Novel Disorder Includes Microphthalmia, Brain Atrophy

Disorder may be caused by a defect in a gene that regulates eye development

MONDAY, April 24 (HealthDay News) -- Norwegian and Dutch researchers have identified a new autosomal recessive neurodegenerative disorder called microphthalmia brain atrophy (MOBA) disease that is most likely caused by a mutation affecting eye development during gestation, according to a study published in the April issue of the Annals of Neurology.

Oivind J. Kanavin, M.D., of Ulleval University Hospital in Oslo, Norway, and colleagues studied three Pakistani children born with microphthalmia and blindness who subsequently developed progressive spasticity, microcephaly, seizures and profound mental retardation.

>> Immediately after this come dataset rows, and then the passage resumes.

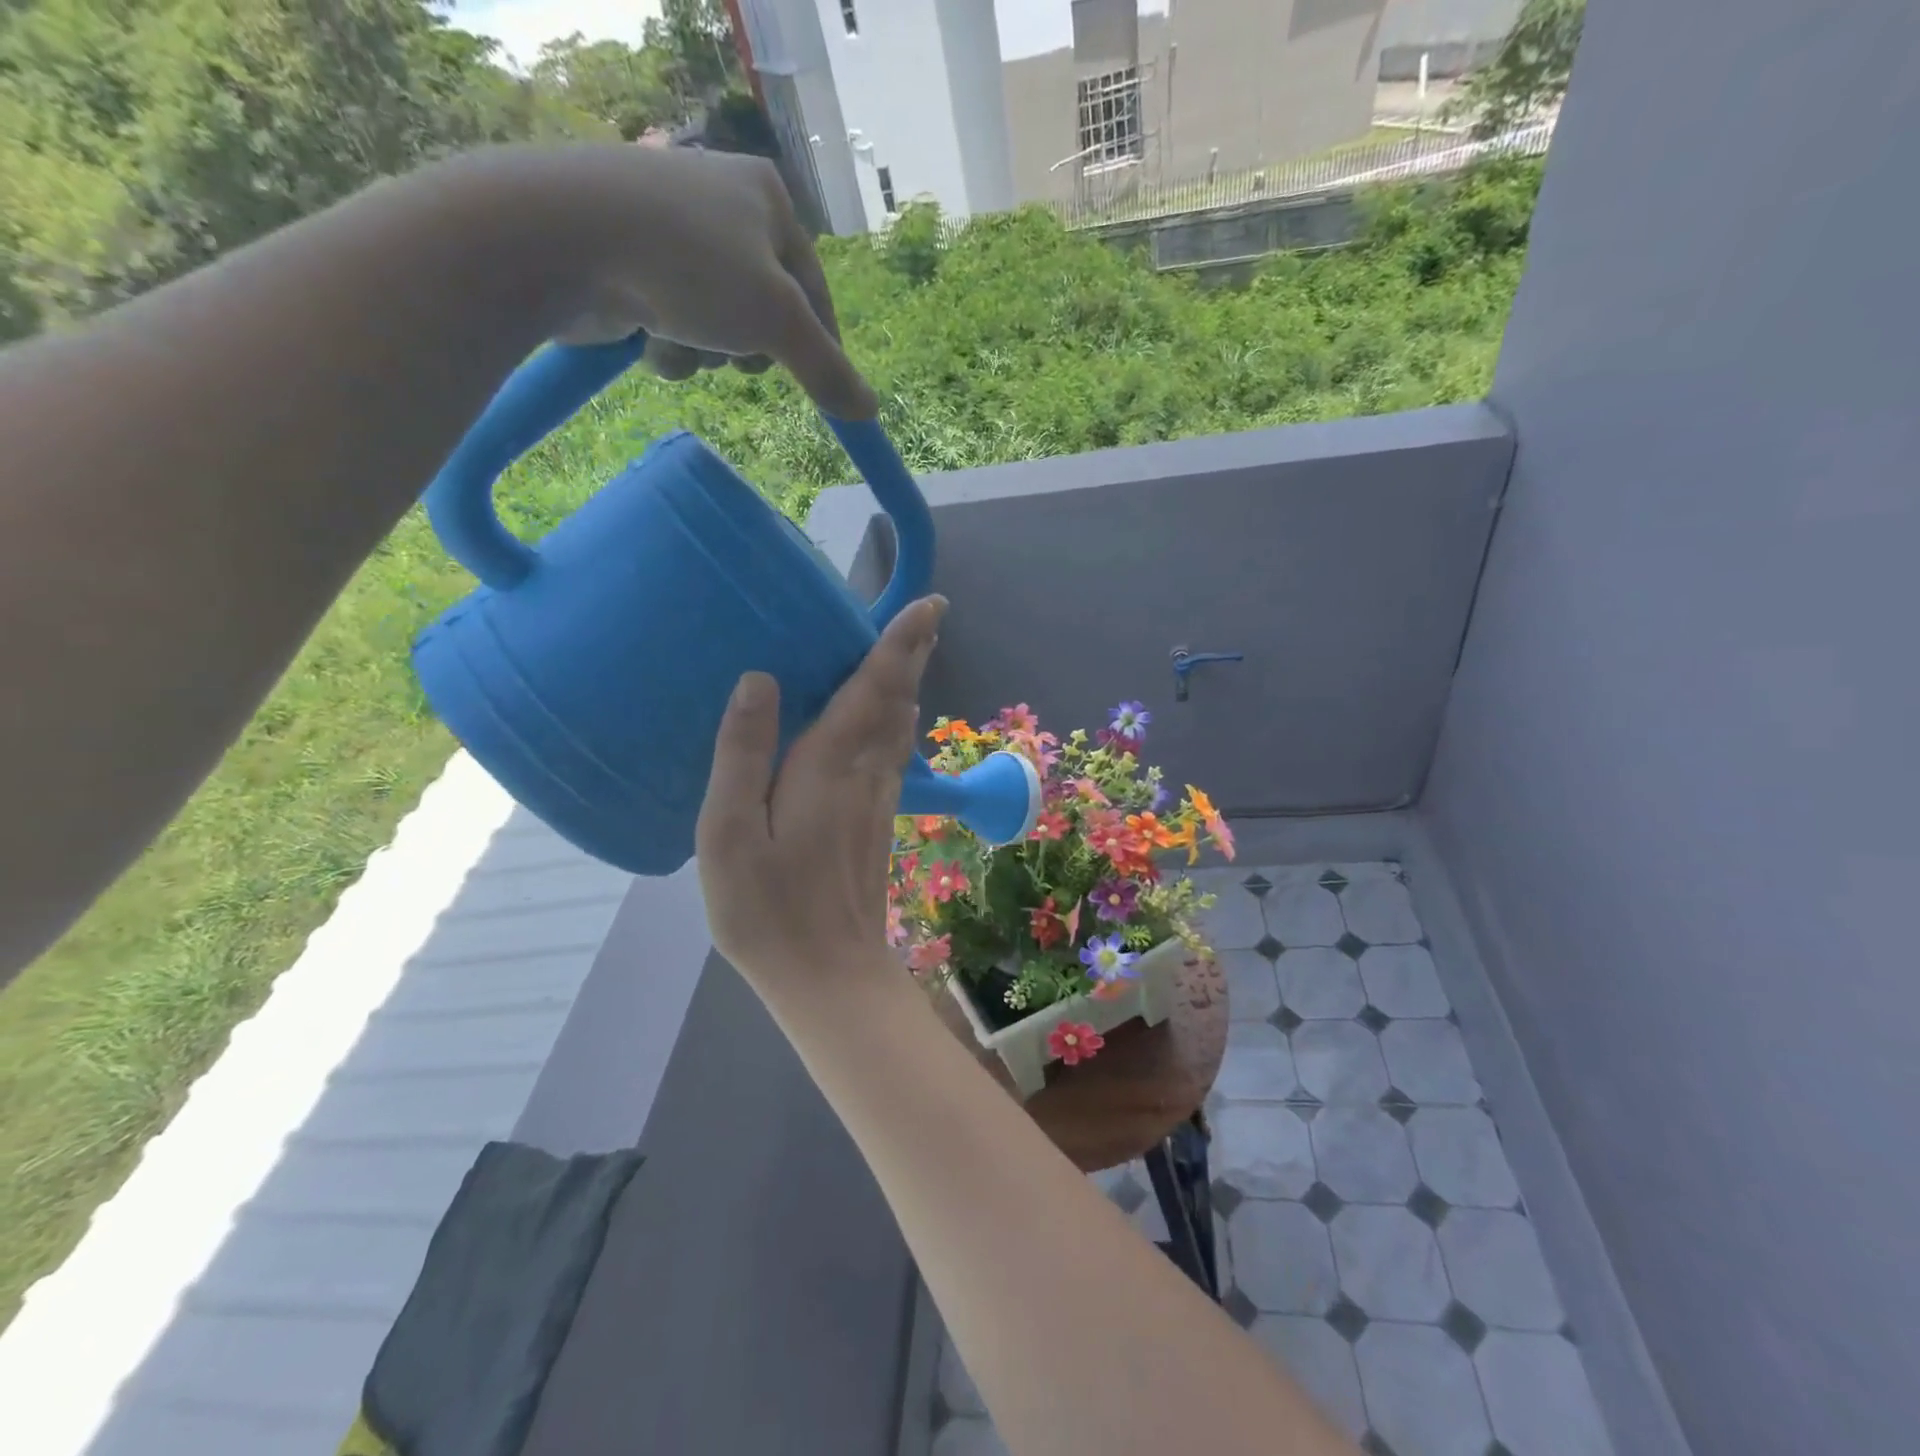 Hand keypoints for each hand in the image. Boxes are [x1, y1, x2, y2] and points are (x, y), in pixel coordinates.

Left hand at [493, 144, 877, 419]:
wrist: (561, 238)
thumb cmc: (690, 267)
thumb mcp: (778, 322)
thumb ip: (828, 370)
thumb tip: (869, 411)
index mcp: (767, 198)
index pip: (816, 291)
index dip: (822, 347)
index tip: (825, 392)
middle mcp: (723, 205)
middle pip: (766, 314)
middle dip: (749, 347)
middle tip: (735, 351)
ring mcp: (672, 232)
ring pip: (717, 327)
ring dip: (704, 353)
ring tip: (678, 339)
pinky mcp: (630, 262)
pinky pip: (674, 323)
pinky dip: (668, 345)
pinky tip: (647, 337)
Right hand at [695, 595, 947, 996]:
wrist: (828, 974)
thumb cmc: (768, 908)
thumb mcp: (729, 832)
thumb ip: (743, 753)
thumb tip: (760, 680)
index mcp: (831, 766)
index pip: (876, 688)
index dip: (902, 644)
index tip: (931, 605)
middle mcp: (867, 774)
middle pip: (898, 702)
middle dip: (913, 656)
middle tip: (927, 617)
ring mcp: (879, 801)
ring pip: (901, 729)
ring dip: (907, 686)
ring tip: (908, 654)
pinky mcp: (878, 824)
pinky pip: (892, 756)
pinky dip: (895, 723)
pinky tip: (885, 722) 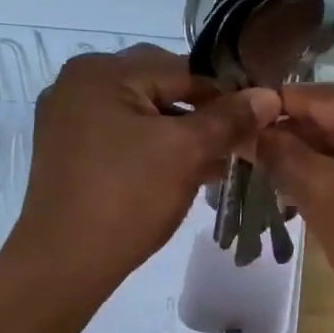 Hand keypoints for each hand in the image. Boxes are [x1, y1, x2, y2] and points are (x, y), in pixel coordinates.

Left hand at [5, 45, 271, 301]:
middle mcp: (78, 84)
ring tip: (215, 164)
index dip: (226, 94)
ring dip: (180, 135)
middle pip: (159, 88)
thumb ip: (229, 118)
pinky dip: (152, 150)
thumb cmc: (127, 197)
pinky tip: (181, 174)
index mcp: (102, 71)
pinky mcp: (67, 152)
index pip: (182, 69)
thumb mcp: (186, 152)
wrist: (64, 263)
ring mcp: (67, 119)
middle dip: (202, 115)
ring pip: (141, 115)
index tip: (258, 121)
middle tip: (235, 145)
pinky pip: (121, 137)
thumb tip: (269, 95)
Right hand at [257, 82, 333, 321]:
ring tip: (291, 188)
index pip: (312, 96)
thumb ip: (278, 152)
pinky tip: (332, 192)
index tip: (239, 137)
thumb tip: (247, 130)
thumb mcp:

Although the children had normal magnetic resonance imaging scans at birth, follow-up studies showed progressive atrophy involving the cerebral white matter and cortex, cerebellum, brainstem and corpus callosum, with white matter changes extending into the subcortical region and leaving only small islands of remaining cortical tissue. The researchers excluded known metabolic conditions involving white matter degeneration.

"The underlying genetic defect currently is unknown," the authors state. "The gene involved is most likely an important regulator of eye development in fetal life and becomes of vital importance for neuronal and/or axonal functioning after birth."